Outback by Patricia Wolf

Our customers are always looking for good quality reads by Australian authors, the most popular genre being crime.

Chris Hammer, Christian White, Jane Harper, Gary Disher and my own personal favourite, Michael Robotham, all fit nicely into this category and for the most part with these reads you actually experience Australia, the heat, the red dirt and the vastness of our country.

Debut author Patricia Wolf landed on our shelves in August.

The catchphrase that drags you in is: “Two missing backpackers.
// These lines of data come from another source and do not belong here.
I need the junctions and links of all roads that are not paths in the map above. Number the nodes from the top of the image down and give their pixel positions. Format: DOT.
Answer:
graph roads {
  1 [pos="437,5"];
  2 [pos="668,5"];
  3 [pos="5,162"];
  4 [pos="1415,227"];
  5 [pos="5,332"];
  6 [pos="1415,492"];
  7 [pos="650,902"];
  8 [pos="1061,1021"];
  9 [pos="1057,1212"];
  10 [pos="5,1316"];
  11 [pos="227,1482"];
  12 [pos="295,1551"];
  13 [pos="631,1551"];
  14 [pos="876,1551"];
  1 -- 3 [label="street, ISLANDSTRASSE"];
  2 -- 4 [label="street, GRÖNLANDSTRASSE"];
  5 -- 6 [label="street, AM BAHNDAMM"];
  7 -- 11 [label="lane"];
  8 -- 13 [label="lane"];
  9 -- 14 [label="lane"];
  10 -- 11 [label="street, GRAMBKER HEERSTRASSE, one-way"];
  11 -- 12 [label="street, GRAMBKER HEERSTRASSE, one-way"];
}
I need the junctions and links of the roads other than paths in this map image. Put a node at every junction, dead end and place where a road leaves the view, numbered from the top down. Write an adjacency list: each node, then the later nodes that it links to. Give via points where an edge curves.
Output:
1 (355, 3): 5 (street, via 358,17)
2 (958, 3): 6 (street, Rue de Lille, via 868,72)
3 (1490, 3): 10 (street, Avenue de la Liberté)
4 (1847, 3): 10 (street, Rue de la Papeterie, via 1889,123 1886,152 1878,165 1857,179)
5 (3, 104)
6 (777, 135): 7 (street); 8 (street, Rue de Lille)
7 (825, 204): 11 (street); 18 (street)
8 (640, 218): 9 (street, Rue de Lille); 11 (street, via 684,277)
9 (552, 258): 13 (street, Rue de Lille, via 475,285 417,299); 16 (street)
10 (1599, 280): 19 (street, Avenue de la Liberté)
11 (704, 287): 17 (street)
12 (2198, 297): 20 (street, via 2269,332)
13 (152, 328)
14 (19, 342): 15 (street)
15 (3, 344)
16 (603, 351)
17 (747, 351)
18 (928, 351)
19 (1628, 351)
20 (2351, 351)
One vast outback.”

The book opens with a chilling prologue.

DS Lucas Walker is on leave in his hometown, Caloodie, looking after his dying grandmother.

When two young German backpackers vanish from the area on their way to a ranch, to complete their mandatory farm work to fulfill the terms of their visa, Lucas finds himself unofficially on the case.

But why all the interest from the Federal Police, when they have probably just ditched the heat and dust of the outback for the coast?

Something is not right.

As the number of days the couple is missing climbs, DS Walker is joined by the girl’s sister.

A detective herself from Berlin, she is desperate to find her sister before it’s too late.

Outback is an engrossing suspense-thriller set in far western Queensland with the shimmering heat haze and endless red dirt that marks that part of the world as a brutal place to visit.

It explores how the vast, stark and often environmentally inhospitable Australian outback is at once both foreboding and breathtakingly beautiful.

But it’s not only the natural features that make the Outback a dangerous place to live.

Its vastness means that going missing means a difficult search will follow.

Author Patricia Wolf has drawn on Australia’s notorious recent history of crimes targeting young international travellers in creating a tense dual-thread narrative with an evocative setting and engaging characters.

My only issue was that there were several times when I thought I’d already read a sentence or a scene, as if in the edit, a paragraph or a thought was supposed to be moved, but instead was accidentally copied and pasted.

I’m a huge fan of Australian noir so I couldn’t resist Outback and was delighted to see her second novel, Paradise, arrive only two months later.